From the D&S Times of...

150 years ago

December 30, 1865

A MOST remarkable robbery had been perpetrated in the early hours of Christmas Eve on a railway traveller in the Dales. "On Saturday evening last, Mr Jonathan Horner, of Darlington, left that town by railway, on visit to his friends in the neighbourhood of Middleham," said the paper. "On leaving the Bedale station, his money – eight sovereigns, contained in a bag – was all right.

"Between that station and Leyburn, he fell asleep, and on arriving at Leyburn station, he found that during the time he had been asleep his trousers had been cut in three places, in a triangular form, to his pocket, and the money and purse were gone.

"The train was heavily laden with passengers, but no lights are in the carriages and this, no doubt, had assisted the thief to accomplish the robbery.

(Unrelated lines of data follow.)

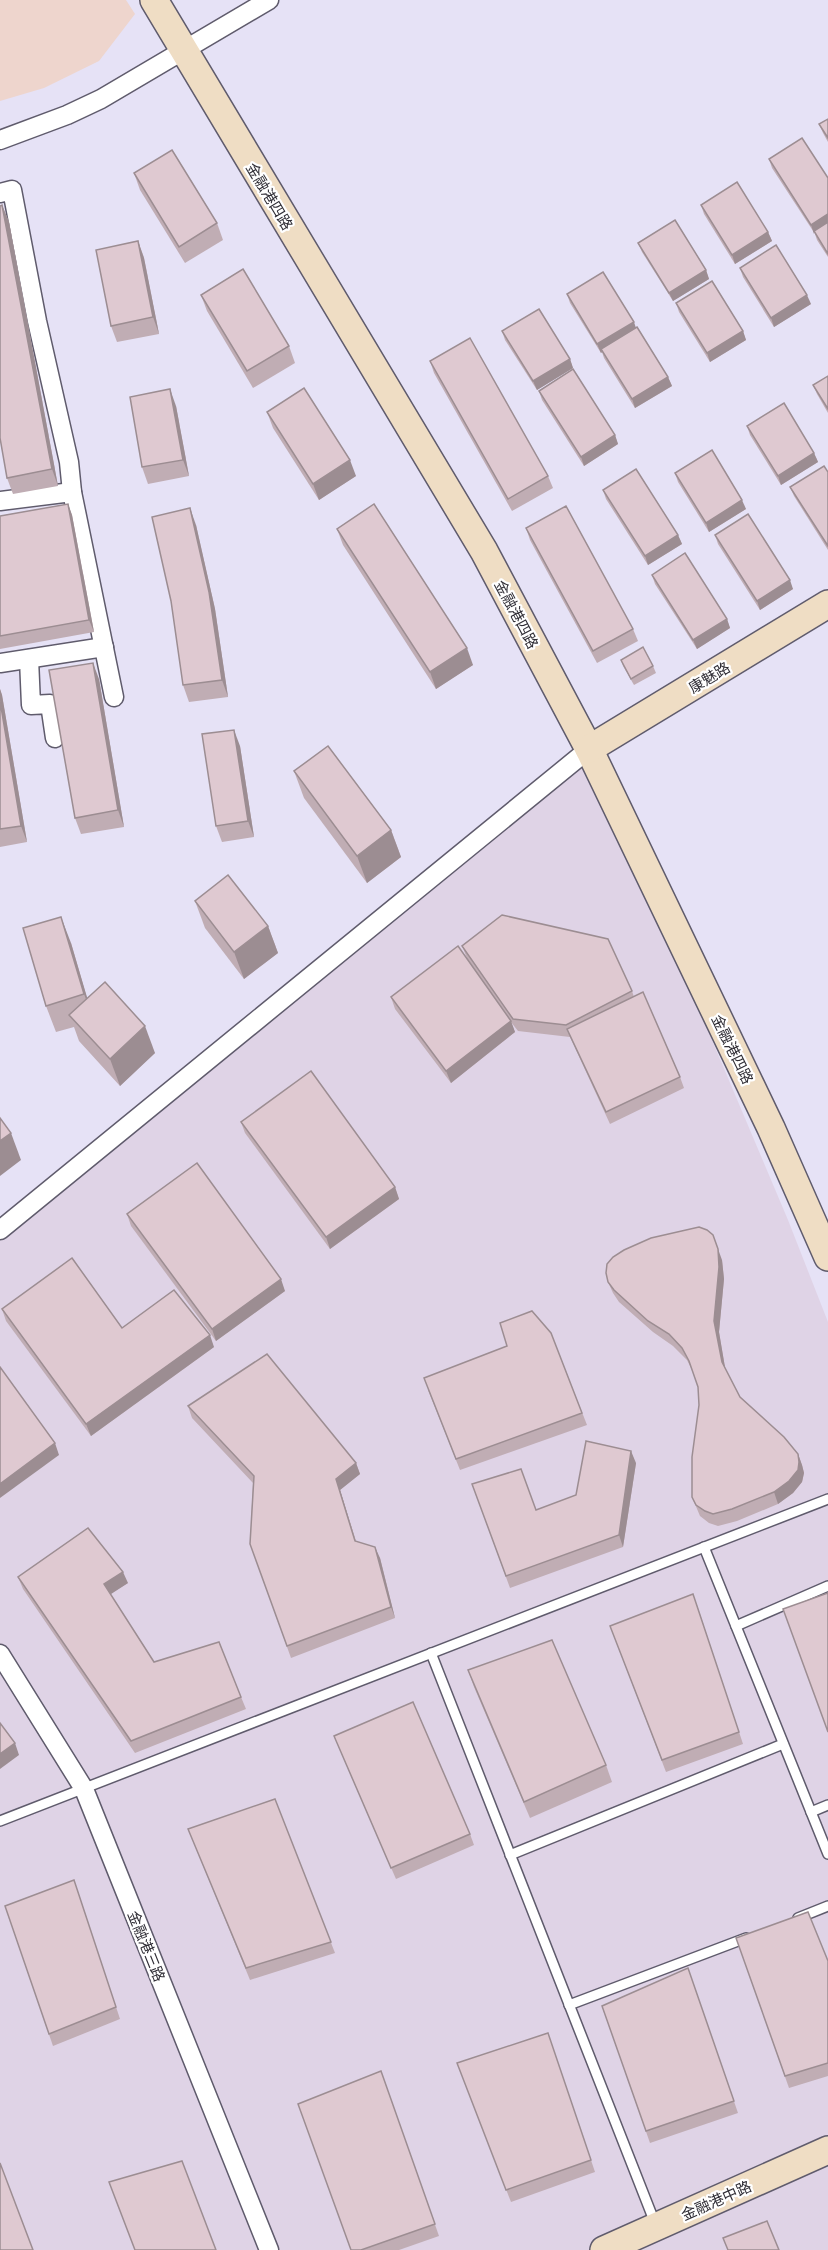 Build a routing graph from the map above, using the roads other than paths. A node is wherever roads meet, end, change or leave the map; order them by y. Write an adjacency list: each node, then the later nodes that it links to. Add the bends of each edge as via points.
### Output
1 (154, 0): 3 (street, 金融港四路)
2 (269, 0): 3 (street)
3 (184, 51): 4 (street, via 101,99); 14 (street, 金融港四路, via 484,551)
4 (0, 140)
5 (0, 193): 6 (street, via 12,190)
6 (72, 492): 7 (street); 9 (street)
7 (0, 501)
8 (828, 604): 14 (street, 康魅路)
9 (104, 647): 10 (street); 12 (street)
10 (29, 659): 11 (street); 13 (street, via 31,705 50,704)
11 (0, 663)
12 (114, 697)
13 (55, 738)
14 (589, 749): 15 (street); 16 (street, 金融港四路, via 771,1128)
15 (0, 1230)
16 (828, 1257)
17 (828, 1499): 18 (lane)
18 (704, 1547): 20 (lane); 21 (lane)
19 (828, 1586): 20 (lane)
20 (736, 1626): 23 (lane)
21 (430, 1653): 24 (lane); 29 (lane)
22 (0, 1654): 24 (street, 金融港三路)
23 (783, 1744): 26 (lane); 29 (lane)
24 (84, 1789): 27 (lane); 36 (street, 金融港三路)
25 (828, 1805): 26 (lane)
26 (811, 1812): 28 (lane)
27 (0, 1821)
28 (828, 1854)
29 (510, 1855): 33 (lane)
30 (828, 1906): 31 (lane)
31 (785, 1923)
32 (752, 1935): 33 (lane)
33 (569, 2005): 35 (lane)
34 (828, 2150): 35 (street, 金融港中路)
35 (656, 2227): 37 (street, 金融港中路)
36 (269, 2250)
37 (604, 2250)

No trace has been found of the delinquent.

"It is a subject of complaint that the North Eastern company have not their carriages lighted, as their not doing so is enabling both robberies and other disgraceful proceedings to be committed without the chance of detection. The train was upwards of three hours behind time in reaching Leyburn, arriving there at 1.30am, instead of between nine and ten in the evening."

100 years ago

January 1, 1916

THE weather and the war had put a dampener on Christmas 1915, the paper's North Yorkshire correspondents reported.

In Ripon, "the Christmas season passed very quietly... the weather was wretched. Rain fell in torrents on Christmas Eve making things very uncomfortable for late shoppers".

There was no pre-Christmas rush in Richmond, either, where Catterick Camp was deserted. "It was the quietest weekend experienced for some time owing to the thousands of soldiers and camp workmen having gone home for the holidays," said the paper.

These were pre-tarmacadam days, and most of the correspondents noted that the wet weather that caused the Swale to rise had ruined the rural mud roads. "In Northallerton, on Christmas Eve the air was humid, and the roads dirty, and there was a remarkable scarcity of carol singers," said the report. .

Perhaps the Masham correspondent captured the mood of the county most succinctly. He said: "Taken altogether, Christmas has passed very quietly, no doubt owing to many local young men being away on active service, their parents having little desire to have celebrations during their absence."

50 years ago

January 1, 1966

A BIG headline proclaimed that "Northallerton enters enter 1966 with its future undecided". The creation of Greater Teesside and the separation of Guisborough and Stokesley districts meant that 30 per cent of the North Riding's population of 412,000 was no longer going to be controlled from the county town, diminishing its influence – and local government employment.

The local urban council, though, had a modest plan to grow Northallerton's population to 30,000 by 1981, but there was great alarm at the rumoured prospect that Harold Wilson's government would introduce a regional planning policy that would turn Northallerton into a "regional city", with a population of half-a-million.

More likely to come off, though, was the plan of consultant architect Peter Hill, which had had "a great response", to give the High Street "the beauty treatment and get rid of its clutter, like overhead wires and confusion of road signs".

But the clutter included the Victorian town hall, which appears to have been on the verge of being demolished. "Mr Hill likened the town hall to an hour glass in which the sand had run to one end, thus holding up commercial expansion towards the north end of the town," said the paper.

None of these plans came to pass – the town hall survived, the regional city was rejected and the 2011 census found that the population of Northallerton was only 16,832.